Le film affiche d’entrée la nature et l’air qu’il lui plaira de jouer pour raconter ses quelques mésaventures, bien d’autres suivront, ce bout de vie d’une jeune femme différente, bipolaire, avocate qui n’a jamais plaidé. Elle revient à ce qu’elle aimait et, au culot, et par un heureux hasard, arrive à s’incruster au cœur d’un cabinet d’avocats parisiens. De fil en aiguille, elle se glisse dans la vie de Paul, ex associé dudit cabinet dont il a été viré, avocat véreux et bientôt radié de l’ordre des avocats. Mais ses démêlés ne nous intéressent pas tant que la rencontre entre la très idéaliste et très angoissée Mimi « je suis coincée à l’intérieur de moi-même car j’ai peur de la vie » et le désabusé Paul qui, en robe de chambre de jute qui pue (là, c’est sur « jute » qu’on marque), apprivoise sa dépression. Le duo s’embarque dans une affaire de justice compliquée qui les mène à Christophe (Raphaël Quenard, fascinant comme d’hab !) l’escroc que Mimi sait innocent et qui d’ailleurs se revèle être de son « pays », la Bretagne.
C’est rythmé, les scènes ne sont jamais étirées et on se prend au jeu, on se prend à croire furtivement que c’est possible, que Mimi va retrouver ses marques, celles de quand elle était petite et qu’elle était formidable, pour ses parents, aussi, tristes et retranchés dans le deuil de cette enfant-là.
Si le ton du film est parfois surprenant, par exemple lorsqu’à des moments inopportuns, Mimi parle de sa vie, de sa santé mentale, de ses pulsions sexuelles incontrôlables, qu’elle arrive parfois à vivre, Sur la branche réussit à être drôle sans jamais faire rire aux dépens de son héroïne en urgence absolue de sa vérité et de sa justice.
Enquête criminelle édulcorée, comédie romantique sans espoir, le sujet est cruel,
le film est une ode aux décalés, ceux qui ne cadrent pas dans la vie et ne seront jamais casés.

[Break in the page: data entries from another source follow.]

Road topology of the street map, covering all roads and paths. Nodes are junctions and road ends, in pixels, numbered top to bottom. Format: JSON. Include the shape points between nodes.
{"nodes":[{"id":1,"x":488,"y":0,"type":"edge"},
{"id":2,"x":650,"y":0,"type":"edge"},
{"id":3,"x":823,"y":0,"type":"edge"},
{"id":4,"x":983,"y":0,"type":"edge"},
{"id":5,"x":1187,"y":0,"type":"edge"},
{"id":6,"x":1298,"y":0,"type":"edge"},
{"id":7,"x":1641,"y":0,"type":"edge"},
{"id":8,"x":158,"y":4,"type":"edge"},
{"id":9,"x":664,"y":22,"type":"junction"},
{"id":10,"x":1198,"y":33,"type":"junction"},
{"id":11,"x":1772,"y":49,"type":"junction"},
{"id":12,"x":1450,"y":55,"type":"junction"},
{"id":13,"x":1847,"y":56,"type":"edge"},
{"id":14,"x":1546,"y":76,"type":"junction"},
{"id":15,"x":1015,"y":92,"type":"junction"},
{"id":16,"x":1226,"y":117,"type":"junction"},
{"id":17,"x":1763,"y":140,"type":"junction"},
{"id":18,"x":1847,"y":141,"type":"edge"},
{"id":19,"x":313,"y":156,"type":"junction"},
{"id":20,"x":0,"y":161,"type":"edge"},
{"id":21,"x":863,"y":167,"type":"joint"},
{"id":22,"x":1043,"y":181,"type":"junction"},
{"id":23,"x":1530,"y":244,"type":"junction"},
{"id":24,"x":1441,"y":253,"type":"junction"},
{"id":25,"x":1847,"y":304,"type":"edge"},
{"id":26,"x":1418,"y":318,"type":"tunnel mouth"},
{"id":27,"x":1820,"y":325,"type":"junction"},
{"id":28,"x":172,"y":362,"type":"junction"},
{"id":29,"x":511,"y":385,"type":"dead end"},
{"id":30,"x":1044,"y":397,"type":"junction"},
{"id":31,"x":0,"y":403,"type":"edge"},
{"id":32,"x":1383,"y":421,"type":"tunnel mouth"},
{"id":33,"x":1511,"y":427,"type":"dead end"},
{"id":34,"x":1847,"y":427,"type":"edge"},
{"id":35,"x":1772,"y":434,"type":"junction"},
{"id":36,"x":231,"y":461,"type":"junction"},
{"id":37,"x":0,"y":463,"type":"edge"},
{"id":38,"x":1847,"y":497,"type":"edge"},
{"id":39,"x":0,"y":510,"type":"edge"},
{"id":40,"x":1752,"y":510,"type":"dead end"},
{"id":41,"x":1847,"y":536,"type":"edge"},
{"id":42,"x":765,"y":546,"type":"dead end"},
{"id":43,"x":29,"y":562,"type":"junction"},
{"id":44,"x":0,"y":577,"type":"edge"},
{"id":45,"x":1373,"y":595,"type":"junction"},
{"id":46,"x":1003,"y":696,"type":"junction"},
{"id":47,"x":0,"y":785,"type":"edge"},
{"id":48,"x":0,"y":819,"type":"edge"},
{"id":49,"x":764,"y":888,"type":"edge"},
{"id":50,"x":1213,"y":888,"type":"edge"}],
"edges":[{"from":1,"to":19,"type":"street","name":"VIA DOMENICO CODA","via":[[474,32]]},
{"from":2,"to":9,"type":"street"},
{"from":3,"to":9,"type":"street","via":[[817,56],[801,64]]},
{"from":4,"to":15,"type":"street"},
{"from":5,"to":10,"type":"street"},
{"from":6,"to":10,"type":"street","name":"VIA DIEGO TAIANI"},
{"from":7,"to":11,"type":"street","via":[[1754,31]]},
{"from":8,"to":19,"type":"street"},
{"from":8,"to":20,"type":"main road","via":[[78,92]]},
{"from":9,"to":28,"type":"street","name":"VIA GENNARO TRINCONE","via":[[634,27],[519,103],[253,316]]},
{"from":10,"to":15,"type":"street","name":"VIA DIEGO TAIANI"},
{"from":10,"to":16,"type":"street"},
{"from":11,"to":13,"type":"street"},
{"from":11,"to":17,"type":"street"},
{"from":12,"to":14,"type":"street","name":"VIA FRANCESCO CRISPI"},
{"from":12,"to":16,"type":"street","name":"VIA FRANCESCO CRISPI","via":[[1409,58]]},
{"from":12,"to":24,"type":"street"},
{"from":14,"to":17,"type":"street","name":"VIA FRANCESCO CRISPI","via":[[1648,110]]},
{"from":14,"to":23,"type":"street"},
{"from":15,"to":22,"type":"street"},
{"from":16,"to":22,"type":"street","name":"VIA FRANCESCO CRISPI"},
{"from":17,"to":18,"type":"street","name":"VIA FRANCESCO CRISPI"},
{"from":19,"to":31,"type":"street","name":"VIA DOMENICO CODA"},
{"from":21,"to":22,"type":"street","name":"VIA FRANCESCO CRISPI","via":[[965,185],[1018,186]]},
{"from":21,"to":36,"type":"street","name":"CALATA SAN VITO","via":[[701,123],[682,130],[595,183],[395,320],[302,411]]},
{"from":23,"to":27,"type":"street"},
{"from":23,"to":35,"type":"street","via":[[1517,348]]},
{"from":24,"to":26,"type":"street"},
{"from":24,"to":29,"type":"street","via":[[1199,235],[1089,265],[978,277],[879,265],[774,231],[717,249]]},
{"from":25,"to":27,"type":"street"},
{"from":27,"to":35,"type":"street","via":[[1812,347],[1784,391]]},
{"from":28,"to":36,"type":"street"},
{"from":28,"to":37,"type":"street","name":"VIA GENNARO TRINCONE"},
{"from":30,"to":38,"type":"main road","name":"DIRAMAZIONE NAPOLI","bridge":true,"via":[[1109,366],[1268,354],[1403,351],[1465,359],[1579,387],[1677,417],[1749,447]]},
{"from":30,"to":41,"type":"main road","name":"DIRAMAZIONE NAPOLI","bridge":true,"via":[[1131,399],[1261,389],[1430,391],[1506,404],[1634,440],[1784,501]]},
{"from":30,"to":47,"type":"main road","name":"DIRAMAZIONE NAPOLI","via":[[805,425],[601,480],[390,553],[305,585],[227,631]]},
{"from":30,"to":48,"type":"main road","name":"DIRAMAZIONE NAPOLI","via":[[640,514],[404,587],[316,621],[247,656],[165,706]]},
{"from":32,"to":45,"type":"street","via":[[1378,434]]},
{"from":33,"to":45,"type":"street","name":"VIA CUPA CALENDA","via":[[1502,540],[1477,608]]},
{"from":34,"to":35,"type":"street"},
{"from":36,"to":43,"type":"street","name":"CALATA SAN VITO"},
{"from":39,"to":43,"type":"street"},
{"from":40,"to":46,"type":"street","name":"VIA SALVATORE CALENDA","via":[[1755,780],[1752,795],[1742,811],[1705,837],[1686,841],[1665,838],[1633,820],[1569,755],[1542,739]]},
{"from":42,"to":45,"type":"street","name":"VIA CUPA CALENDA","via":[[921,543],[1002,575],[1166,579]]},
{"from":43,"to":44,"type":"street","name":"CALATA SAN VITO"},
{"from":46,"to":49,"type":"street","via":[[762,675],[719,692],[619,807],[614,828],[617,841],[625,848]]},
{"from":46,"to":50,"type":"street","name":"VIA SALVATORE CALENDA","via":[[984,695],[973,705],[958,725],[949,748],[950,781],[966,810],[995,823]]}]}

« Mimi n’a pas le sentiment des limites, même sa pathologie n’est pas une limite (…) « , « explique la réalisatrice Marie Garel-Weiss « On voulait faire une comédie : il ne fallait pas s’appuyer sur sa faiblesse, mais sur sa force. On est avec elle, à l’intérieur d’elle. Ce n’est pas pareil que de regarder quelqu’un et d’avoir une forme d’empathie ou de commisération (…) »
Pour porter ce ton comique Benoît Poelvoorde est excellent dans le rôle de Paul, personnage lâche, veule, et pourtant d’une grande sensibilité et extrêmement séduisant.
Daphné Patakia habite le beau rôle de Mimi que Marie Garel-Weiss lui offre. Une jolie jeune femme, amusante, obsessionnelle et butée, envahissante, incapable de comprendre les hésitations des autres, attachante.
Un temps en équilibre, Mimi a fini un jour par tomber de sa branche.
Perchée, elle l’est toujours. Autrement. Pour longtemps.
Marie Garel-Weiss réussit à nous faire tenir sur son fil entre le réel et le fantasmagorique.
Un beau moment, troublant, un style élégant, dont on sort joyeusement triste.